Learning events
Federica Giovanella's iPhone kept interrupting her as she spoke. The problem was Siri, which interpreted her pronunciation of "theory" as a call to wake up and work. Siri is real, of course, but it was purely coincidental that the talk it was interrupting, "Product Liability and the Internet of (Stranger) Things", was focused how law should deal with remote control and the Internet of Things, using a scene from Stranger Things as Exhibit A of the possibilities.
The concatenation was a fine demonstration of the essence of gikii, a small annual conference that mixes law, technology, and pop culture.
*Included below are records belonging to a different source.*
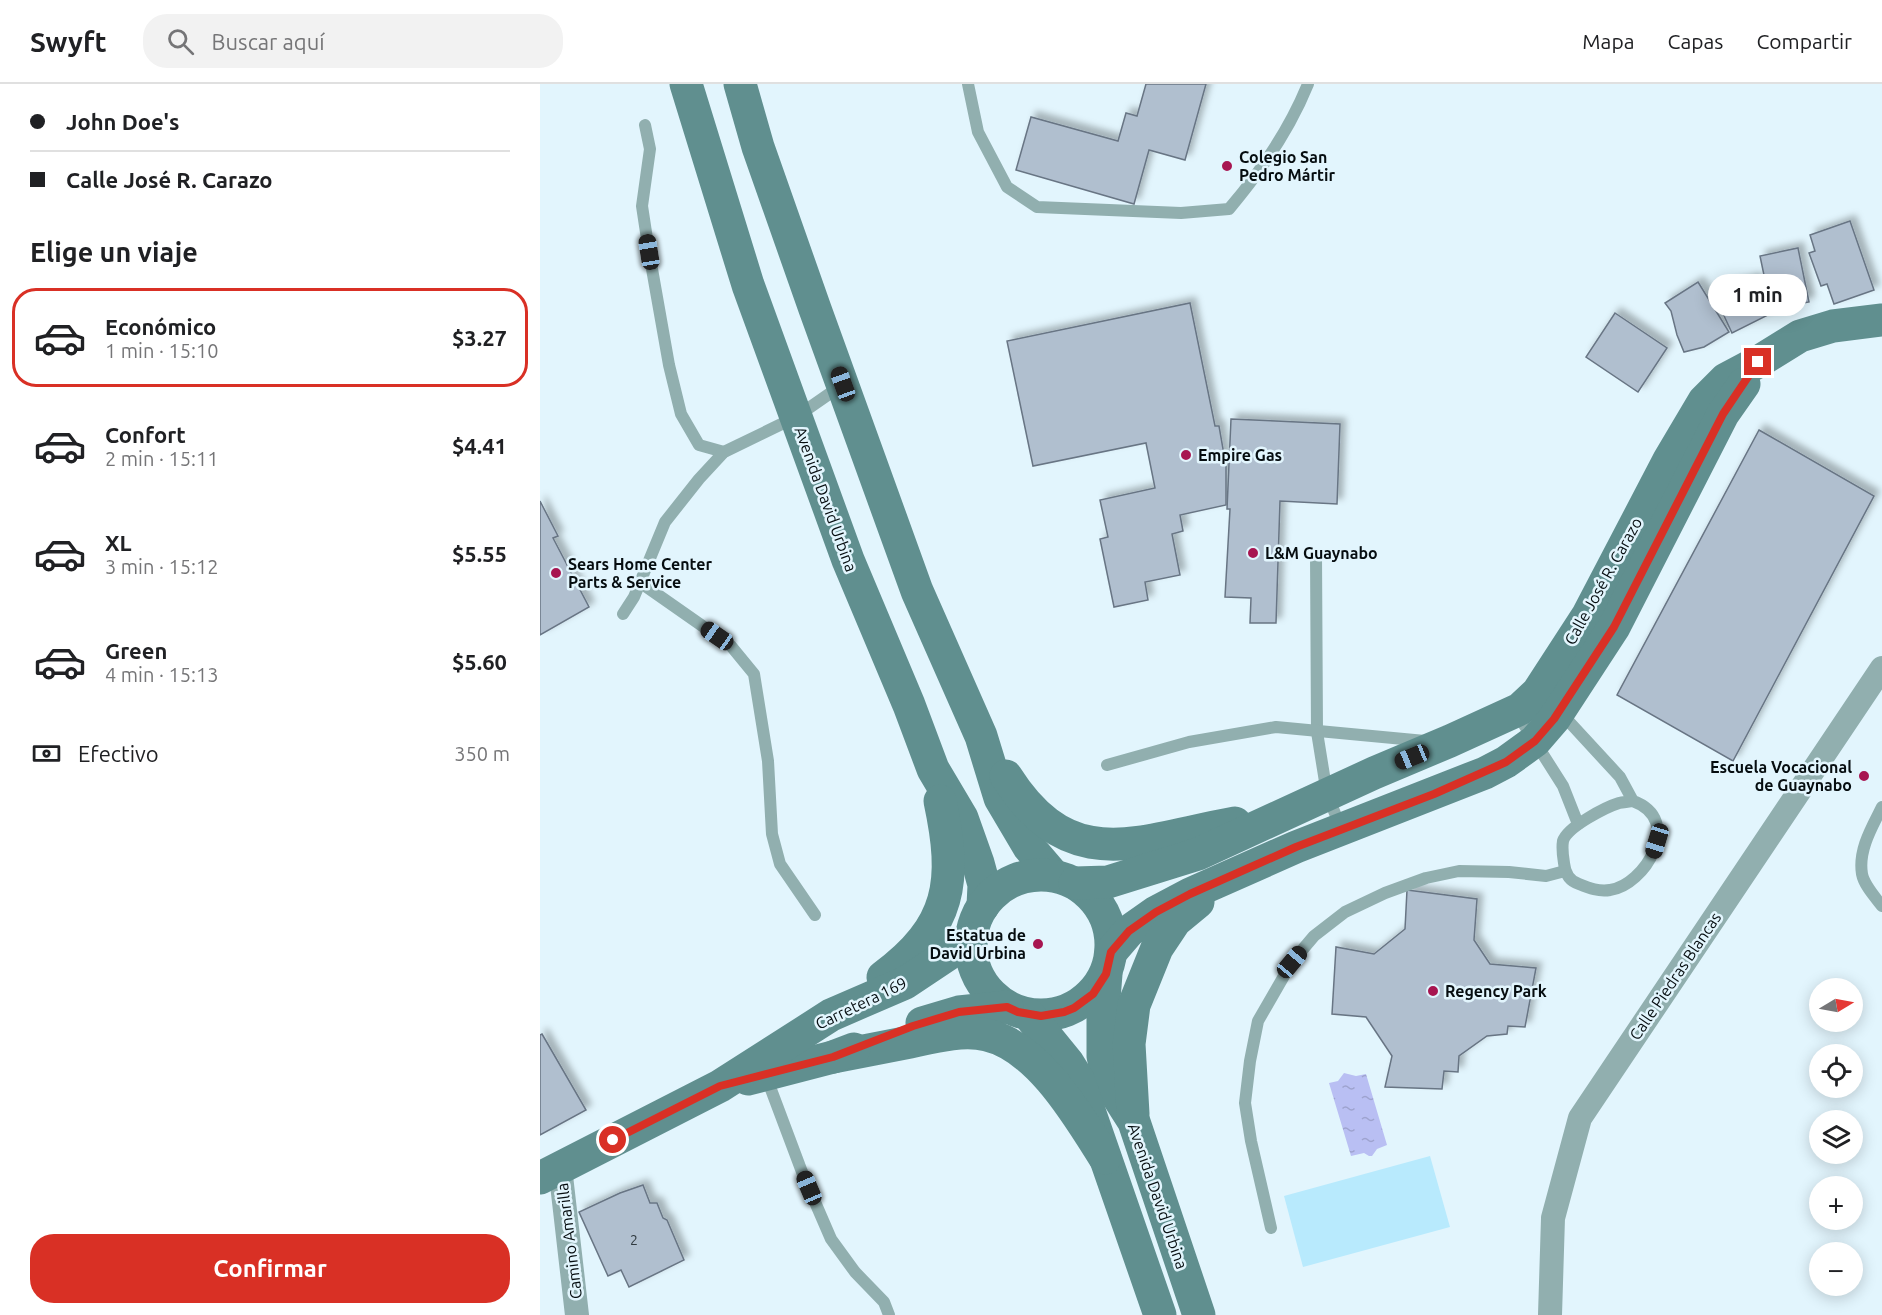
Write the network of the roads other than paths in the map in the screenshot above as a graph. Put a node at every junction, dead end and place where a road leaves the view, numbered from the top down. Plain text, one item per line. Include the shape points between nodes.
1 (686, 84) edge
2 (740, 84) edge
3 (968, 84) edge
4 (1308, 84) edge
5 (645, 125) dead end
6 (1882, 320) edge
7 (843, 384) junction
8 (796, 417) junction
9 (724, 452) junction
10 (1316, 554) dead end
11 (640, 583) junction
12 (623, 614) dead end
13 (1882, 668) edge
14 (1542, 703) junction
15 (1317, 732) junction
16 (981, 736) junction
17 (1450, 741) junction
18 (1535, 741) junction
19 (1107, 765) dead end
20 (933, 769) junction
21 (1327, 794) junction
22 (1633, 801) junction
23 (1882, 807) edge
24 (1281, 816) junction
25 (1578, 824) junction
26 (1341, 830) junction
27 (1565, 871) junction
28 (1064, 879) junction
29 (1225, 879) junction
30 (982, 906) junction
31 (1882, 906) edge
32 (815, 915) dead end
33 (971, 939) junction
34 (1108, 963) junction
35 (1018, 1011) junction
36 (831, 1015) junction
37 (833, 1057) junction
38 (765, 1075) junction
39 (720, 1086) junction
40 (1134, 1122) junction
41 (1105, 1158) junction
42 (550, 1172) edge
43 (1271, 1228) dead end
44 (577, 1315) edge
45 (889, 1315) edge
46 (1160, 1315) edge
47 (1199, 1315) edge
48 (1550, 1315) edge

1 - 8 street, Avenida David Urbina via 748,285
2 - 7 street via 758,147
3 - 4 lane via 978,132 1007,187 1037,207 1181,213 1229,209 1257,176 1295,116
5 - 9 lane via 650,149 642,206 669,365 681,414 699,445
6 - 14 street, Calle José R. Carazo via 1833,326 1800,336 1758,362 1723,414 1614,627
7 - 8 lane
7 - 16 street via 917,591
8 - 9 lane
8 - 20 street, Avenida David Urbina via 848,560
9 - 11 lane via 665,522
10 - 15 lane
11 - 12 lane
11 - 32 lane via 731,646 754,674 768,760 772,834 783,870
13 - 48 street, Calle Piedras Blancas via 1580,1118 1553,1218
14 - 17 street
14 - 18 street, Calle José R. Carazo
14 - 22 lane via 1620,777
15 - 17 lane
15 - 19 lane via 1276,727 1189,742
15 - 21 lane
16 - 24 street via 1023,799 1060,832 1082,840 1127,845
16 - 28 street via 1000,798 1029,847
17 - 21 street
18 - 25 lane via 1563,786
18 - 26 street, Calle José R. Carazo via 1485,772
20 - 30 street, Avenida David Urbina via 962,819 974,852 984,885
20 - 36 street via 948,849 943,908 916,950
21 - 24 street
21 - 26 lane
22 - 25 lane via 1618,803
22 - 27 lane via 1651,811 1659,829 1653,854 1631,880 1612,890 1600,891 1575,883
23 - 31 lane via 1868,835 1862,875
24 - 28 street via 1198,854 1153,869 1108,882
25 - 27 lane via 1563,841
26 - 29 street, Calle José R. Carazo
27 - 43 lane via 1546,876 1459,871 1426,878 1345,912 1314,936 1292,962 1258,1021 1245,1103
28 - 30 street via 1042,874 1019,878 999,889
28 - 34 street via 1085,890 1101,907 1110,928
29 - 34 street, Calle José R. Carazo via 1156,912 1129,931
29 - 40 street via 1175,921 1146,972 1134,1005 1129,1044
30 - 33 street
33 - 35 street via 973,962 989,992
33 - 36 street, Carretera 169 via 905,983
34 - 35 street via 1093,994 1074,1008 1053,1015
34 - 40 street, Avenida David Urbina via 1103,1056 1113,1089
35 - 37 street, Carretera 169 via 959,1012
35 - 41 street via 1068,1063 1078,1079
36 - 39 street, Carretera 169
37 - 38 street, Carretera 169
37 - 41 street via 950,1034 987,1035 1011,1046 1042,1070 1067,1098
38 - 39 street, Carretera 169
38 - 45 lane via 831,1239 884,1302
39 - 42 street, Carretera 169
40 - 47 street, Avenida David Urbina
41 - 46 street
42 - 44 street, Camino Amarilla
Founded by Lilian Edwards and Andres Guadamuz, this year was the 16th iteration of this event that applies law to imaginary futures to understand how to manage prospective real ones. (For discussions of previous years, see: 2020, 2019, 2018, 2016, 2014, 2013, and 2008.)
It can be difficult to disentangle truth from fiction at gikii. "Are we serious?" I asked Jon Crowcroft while developing our paper, Leaky by Design.
What should be fiction, but sadly is not, is Jiahong Chen and Lucas Miotto's discussion of real-time profiling, which is particularly creepy in light of this week's revelation of the UK government's use of sensitive data to influence the population's behavior.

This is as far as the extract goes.